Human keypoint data
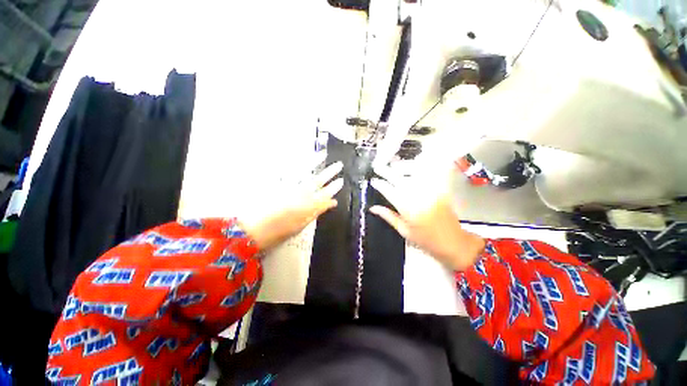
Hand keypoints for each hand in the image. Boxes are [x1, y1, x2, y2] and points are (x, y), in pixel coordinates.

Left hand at [240, 161, 343, 251]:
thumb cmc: (279, 230)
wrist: (252, 227)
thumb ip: (318, 211)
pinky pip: (288, 169)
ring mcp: (288, 185)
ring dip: (315, 162)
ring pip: (305, 171)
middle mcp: (300, 192)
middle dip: (330, 172)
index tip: (341, 181)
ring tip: (323, 154)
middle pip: (319, 180)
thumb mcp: (302, 223)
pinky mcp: (277, 182)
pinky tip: (301, 156)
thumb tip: (332, 202)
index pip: (326, 194)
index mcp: (308, 204)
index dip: (334, 187)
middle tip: (339, 165)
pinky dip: (296, 161)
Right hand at [369, 166, 484, 270]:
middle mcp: (417, 195)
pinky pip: (428, 174)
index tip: (373, 180)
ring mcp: (429, 190)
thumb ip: (388, 216)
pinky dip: (420, 169)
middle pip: (398, 179)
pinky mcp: (439, 188)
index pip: (388, 190)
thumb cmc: (425, 240)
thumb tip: (372, 208)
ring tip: (392, 166)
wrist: (452, 242)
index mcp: (406, 208)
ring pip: (412, 173)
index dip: (379, 184)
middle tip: (378, 167)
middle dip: (386, 172)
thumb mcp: (403, 230)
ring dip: (401, 168)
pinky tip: (413, 167)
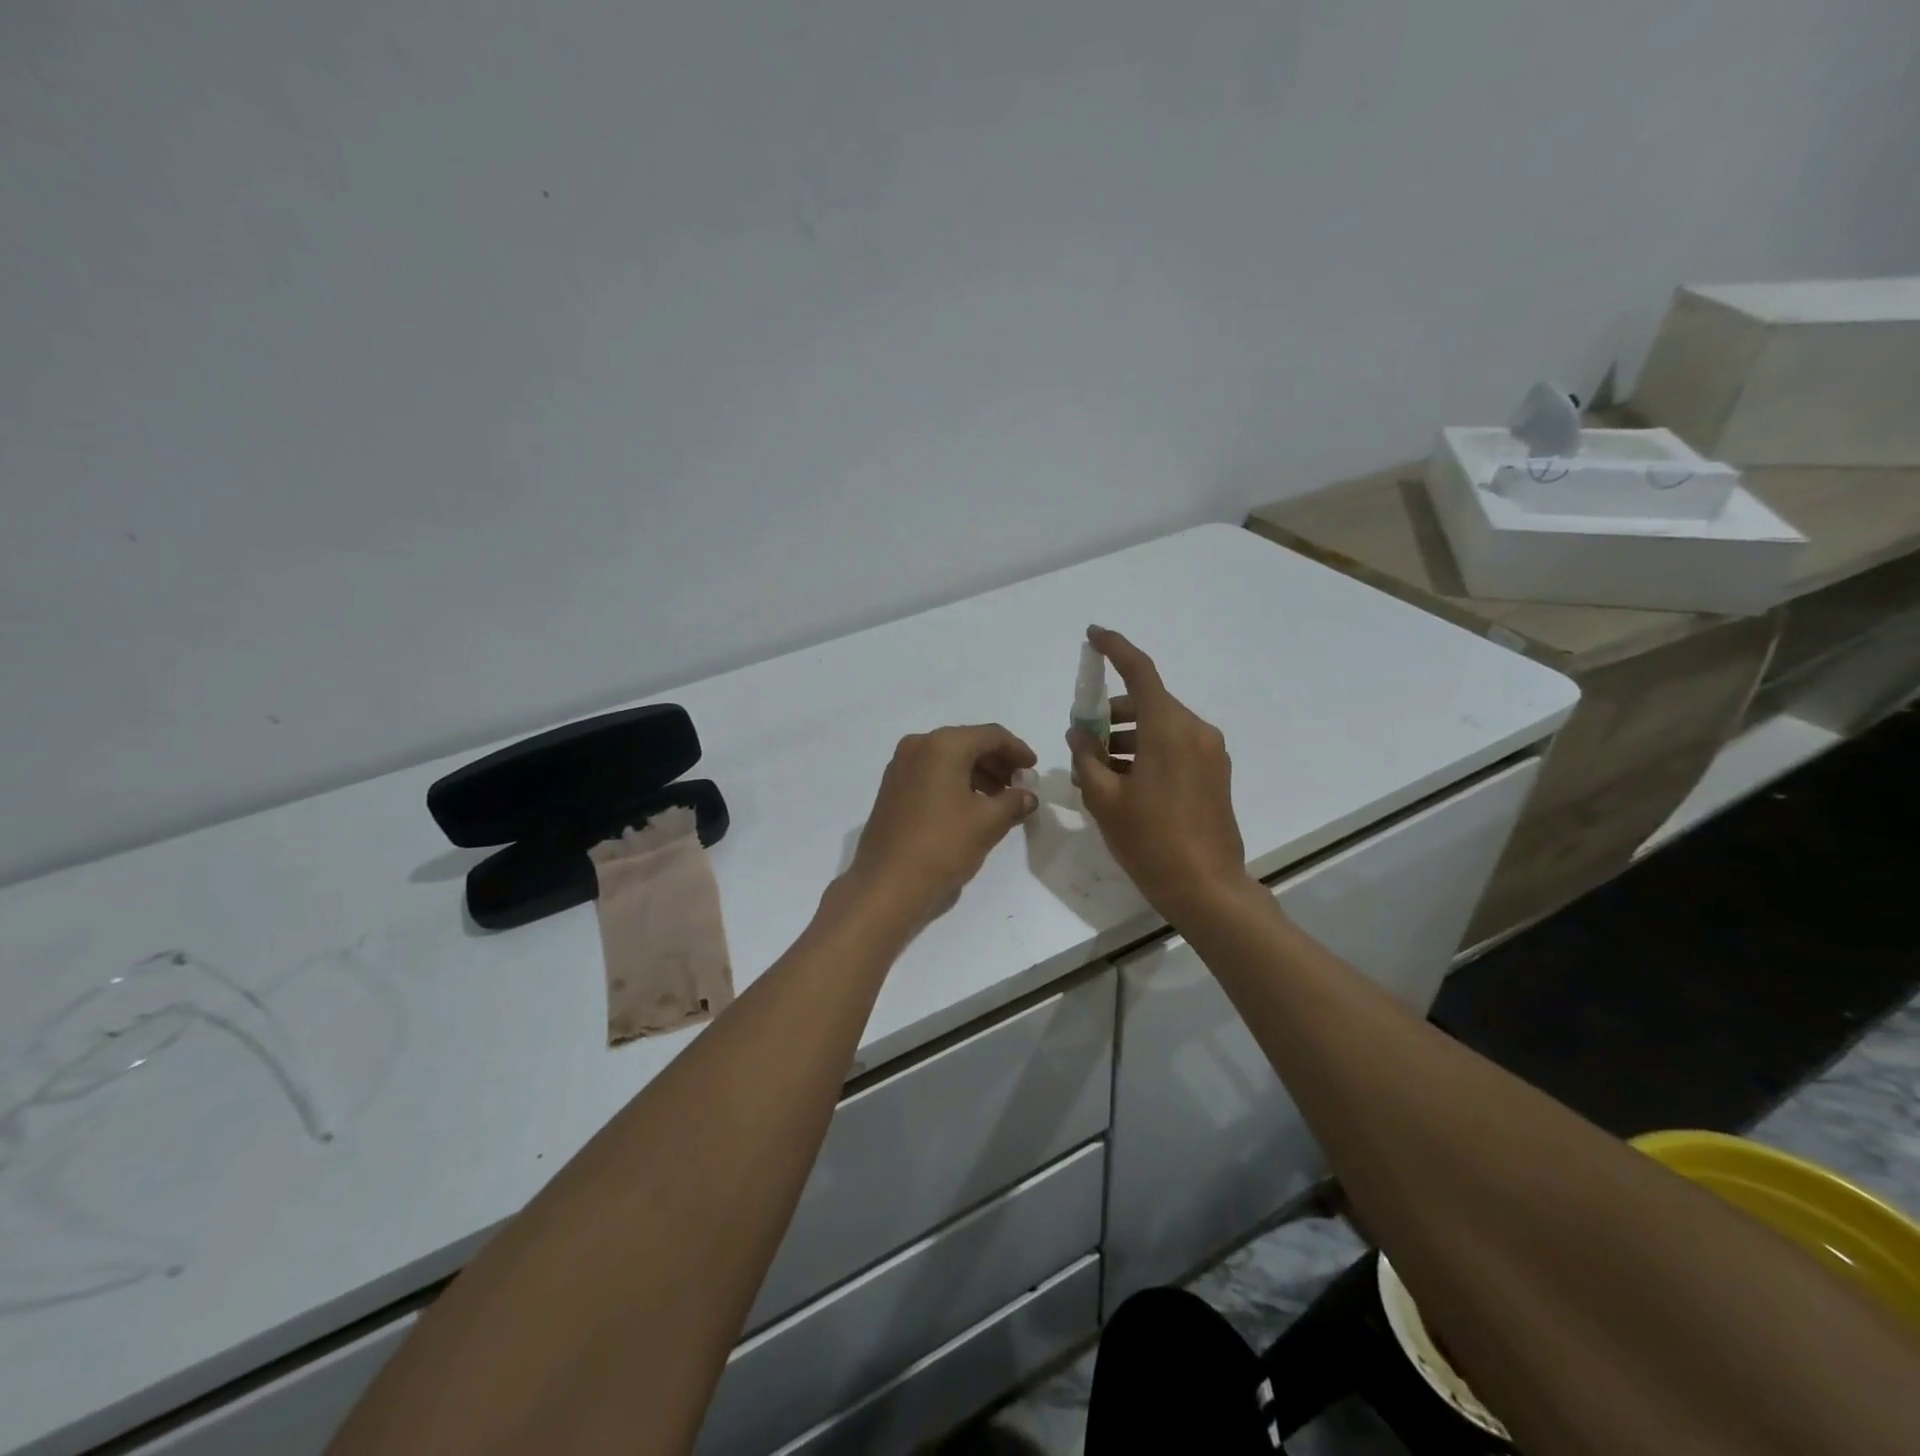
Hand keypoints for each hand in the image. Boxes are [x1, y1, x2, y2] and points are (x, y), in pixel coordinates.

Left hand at [843, 724, 1038, 923]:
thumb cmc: (943, 845)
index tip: (1033, 769)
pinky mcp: (892, 789)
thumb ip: (1014, 802)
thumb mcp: (988, 822)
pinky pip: (932, 774)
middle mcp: (918, 746)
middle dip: (997, 763)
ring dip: (977, 775)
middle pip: (968, 744)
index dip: (1017, 750)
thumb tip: (1028, 796)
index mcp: (942, 745)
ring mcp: (900, 767)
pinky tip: (971, 807)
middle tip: (1019, 786)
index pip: (990, 735)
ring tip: (999, 801)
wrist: (887, 884)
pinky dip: (955, 783)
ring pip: (949, 760)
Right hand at [1067, 627, 1252, 922]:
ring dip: (1129, 735)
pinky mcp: (1216, 772)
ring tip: (1100, 768)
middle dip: (1112, 712)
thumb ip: (1087, 758)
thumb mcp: (1104, 799)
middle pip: (1148, 701)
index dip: (1115, 648)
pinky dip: (1148, 750)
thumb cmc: (1150, 840)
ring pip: (1161, 725)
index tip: (1093, 635)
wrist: (1206, 887)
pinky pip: (1176, 745)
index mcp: (1168, 729)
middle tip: (1084, 739)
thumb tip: (1080, 734)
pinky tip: (1127, 781)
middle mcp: (1195, 730)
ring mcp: (1211, 752)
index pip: (1140, 671)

# Your instructions
Reproduce exactly, with no pictures, the lines above from the one holding "middle dip: (330, 172)" to the one holding "index pip: (990, 735)", inclusive.

# Answer box
middle dip: (330, 172)
index tip: (341, 181)
ring tip: (323, 154)
middle pip: (319, 180)
thumb mcp: (302, 223)
pinky mcp: (277, 182)
pinky tip: (301, 156)
thumb tip: (332, 202)
index pip: (326, 194)
index mcp: (308, 204)
index dip: (334, 187)
middle tip: (339, 165)
pinky dip: (296, 161)
Right hand at [369, 166, 484, 270]:
middle mcp: (417, 195)
pinky pip: (428, 174)
index tip: (373, 180)
ring mcp: (429, 190)
thumb ip: (388, 216)
pinky dip: (420, 169)
middle pip: (398, 179)
pinky mcp: (439, 188)
index pip: (388, 190)
thumb cmc: (425, 240)
thumb tip: (372, 208)
ring tip: (392, 166)
wrist: (452, 242)
index mcp: (406, 208)
ring pip: (412, 173)
index dip: (379, 184)
middle tip: (378, 167)
middle dip: (386, 172)
thumb mcp: (403, 230)
ring dip: (401, 168)
pinky tip: (413, 167)
Hand keypoints for each hand in the image. Boxes are [x1, y1, x2, y2] and points are (x, y), in pixel coordinates.

Left hand at [843, 724, 1038, 923]:
thumb cmc: (943, 845)
index tip: (1033, 769)
pinky mcp: (892, 789)
thumb ip: (1014, 802)
thumb mcp: (988, 822)
pinky pip: (932, 774)
middle mcp: (918, 746)
middle dip: (997, 763)
ring dip: (977, 775)
middle pip: (968, 744)
index dip: (1017, 750)
thumb tip: (1028, 796)
index mcp: (942, 745)
ring mcp: (900, 767)
pinky tip: (971, 807)
middle tip: (1019, 786)
index pip: (990, 735)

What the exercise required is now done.